One example Becker gave of a new feature is extracting relevant content (e.g. coupons) and showing it to the user when it is needed (e.g. based on location or date), rather than having it simply stored by the date on which it was received. Consumers want a product similar to a concierge – one that actually knows you and provides what Hanke described as “micro services”, becoming an active part in the user journey.
Becker took aim at the assumption that email is dying, and showed that, rather, email is changing context: 90% of all email is non-conversational, being used by brands to talk to their customers. 91% percent of Americans prefer email for e-commerce communication. Personalized e-commerce emails are six times more likely to be clicked.
However, as Becker pointed out, spamming just won’t work. The ISPs are protecting their customers from the junk being sent out, and if you are sending such junk, your reputation will suffer. Not only the relevance, but also the frequency of commercial emails is important: Companies that continue undeterred with daily emailing have seen a 52% decline in revenues.
Yes, Becker acknowledged, there have been some minor attempts at segmentation – kind of half/half batching – but the emails are often not really personalized. Hanke argued that email should stop being the weak spot in the brand experience – and should become exciting again for brands.
End customers, in Becker’s opinion, want to be treated like first-class customers. Hanke agrees: Brands are starting to understand the importance of a relationship with end users – the need for empathy for the user is now sinking in. Brands need to understand intent and get a granular understanding of customers. They are really beginning to take responsibility for the digital products and experiences they are offering. Communications need to be based on understanding the customer, according to Becker, and email is just one channel in how brands deal with customers. Hanke believes the switch between channels needs to be seamless.
Becker asked how we can optimize the way we reach out to our customers. He pointed out that it is easy to understand intent with the “hand raisers” (e.g. through search), but not so easy if customers do not tell you what they want. He pointed out that receivers have a pool of data they can tap into to understand intent better – for example, knowing that the end user has booked a flight to New York means that offers for that time in New York would become relevant for that specific end user. Hanke agreed, but warned that brands care is needed in the design of such a system to avoid what he termed as “creepiness”. As a brand, there is increasingly a responsibility for interruptions or disturbances in the day-to-day usage of users. The type of content and topics need to be appropriate to the situation.
Becker went on to say that the consumer is willing for the receiver to use the data for something meaningful – relevant, and not outdated – but the challenge is how to implement such a system – especially with data protection concerns raised by the GDPR, etc. Customers want to be treated as if receivers understand what they want. This means in turn that brands should also not offer things customers don’t want.

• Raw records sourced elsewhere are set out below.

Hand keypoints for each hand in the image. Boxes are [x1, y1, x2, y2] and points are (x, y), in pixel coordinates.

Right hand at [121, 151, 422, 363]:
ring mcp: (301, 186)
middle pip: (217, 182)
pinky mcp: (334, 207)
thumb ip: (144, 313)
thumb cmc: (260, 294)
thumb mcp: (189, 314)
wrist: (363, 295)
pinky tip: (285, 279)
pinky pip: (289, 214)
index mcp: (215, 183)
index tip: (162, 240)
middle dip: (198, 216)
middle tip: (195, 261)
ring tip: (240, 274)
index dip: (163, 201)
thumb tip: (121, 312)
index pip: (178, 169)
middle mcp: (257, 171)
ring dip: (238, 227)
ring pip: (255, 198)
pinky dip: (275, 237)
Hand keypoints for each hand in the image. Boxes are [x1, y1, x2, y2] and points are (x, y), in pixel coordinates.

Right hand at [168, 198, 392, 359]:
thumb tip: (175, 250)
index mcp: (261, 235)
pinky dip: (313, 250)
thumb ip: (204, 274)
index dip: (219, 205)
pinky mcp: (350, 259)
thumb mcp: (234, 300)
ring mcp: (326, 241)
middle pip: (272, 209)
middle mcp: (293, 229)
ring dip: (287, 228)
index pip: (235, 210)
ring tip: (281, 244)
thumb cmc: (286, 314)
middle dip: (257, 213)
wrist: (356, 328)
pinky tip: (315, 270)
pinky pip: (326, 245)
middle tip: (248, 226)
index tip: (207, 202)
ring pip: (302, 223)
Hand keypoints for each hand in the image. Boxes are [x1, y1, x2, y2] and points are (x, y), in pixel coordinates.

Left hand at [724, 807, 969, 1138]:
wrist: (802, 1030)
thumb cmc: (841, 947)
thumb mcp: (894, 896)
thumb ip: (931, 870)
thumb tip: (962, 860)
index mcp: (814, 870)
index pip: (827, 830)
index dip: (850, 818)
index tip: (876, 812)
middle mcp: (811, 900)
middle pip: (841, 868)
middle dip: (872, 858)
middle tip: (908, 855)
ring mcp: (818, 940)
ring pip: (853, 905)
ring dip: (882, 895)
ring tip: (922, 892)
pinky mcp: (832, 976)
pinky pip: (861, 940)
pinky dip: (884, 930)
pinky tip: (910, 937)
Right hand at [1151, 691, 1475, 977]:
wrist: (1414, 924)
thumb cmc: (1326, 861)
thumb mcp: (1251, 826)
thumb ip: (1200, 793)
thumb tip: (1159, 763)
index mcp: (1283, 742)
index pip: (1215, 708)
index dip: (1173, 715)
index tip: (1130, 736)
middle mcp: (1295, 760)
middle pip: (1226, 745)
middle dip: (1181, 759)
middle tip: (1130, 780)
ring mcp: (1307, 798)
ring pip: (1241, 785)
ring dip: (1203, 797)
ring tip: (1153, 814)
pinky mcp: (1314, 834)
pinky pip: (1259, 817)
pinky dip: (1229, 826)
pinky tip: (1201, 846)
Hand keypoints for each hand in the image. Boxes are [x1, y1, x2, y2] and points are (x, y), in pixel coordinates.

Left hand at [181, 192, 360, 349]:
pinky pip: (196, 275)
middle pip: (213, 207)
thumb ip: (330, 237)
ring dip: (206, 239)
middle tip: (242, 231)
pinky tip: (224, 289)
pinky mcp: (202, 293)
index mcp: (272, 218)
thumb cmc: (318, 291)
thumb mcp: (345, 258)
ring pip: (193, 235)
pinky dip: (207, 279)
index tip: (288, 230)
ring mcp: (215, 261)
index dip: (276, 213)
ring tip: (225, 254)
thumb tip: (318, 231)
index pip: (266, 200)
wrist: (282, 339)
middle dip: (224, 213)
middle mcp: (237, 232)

There should be no more targeting of segments, but rather direct targeting of individuals.
Becker asked whether we are ready for this new approach. We can experiment, and try to set things up, but from a receiver perspective, it is important to avoid annoying users. Hanke sees great potential to connect with consumers through different micro services. With the rise of voice, there was the assumption that brands would see email as less important, but the reverse has been true. He sees huge opportunities with the new possibilities of email and an effortless way to connect with consumers for brands. But he warned that there is so much work to do to change the perception of brands in users’ inboxes.
Becker argued that ESPs think in established silos, which hinders us in getting to the next level, to help our customers and create new products. Not everything can be solved by just the ISP, or just the brand of marketing agency. The set of different players in the email marketing value chain are flying the plane together, and function as the gopher between the brand and the consumer. At the end of the day, what we all want is to get our mutual customer to do something – and if you do it right, the customer is happy to get out their credit card, the brand is happy, the receiver can maybe help the customer save some money with a coupon, there is increased engagement – so everyone’s happy.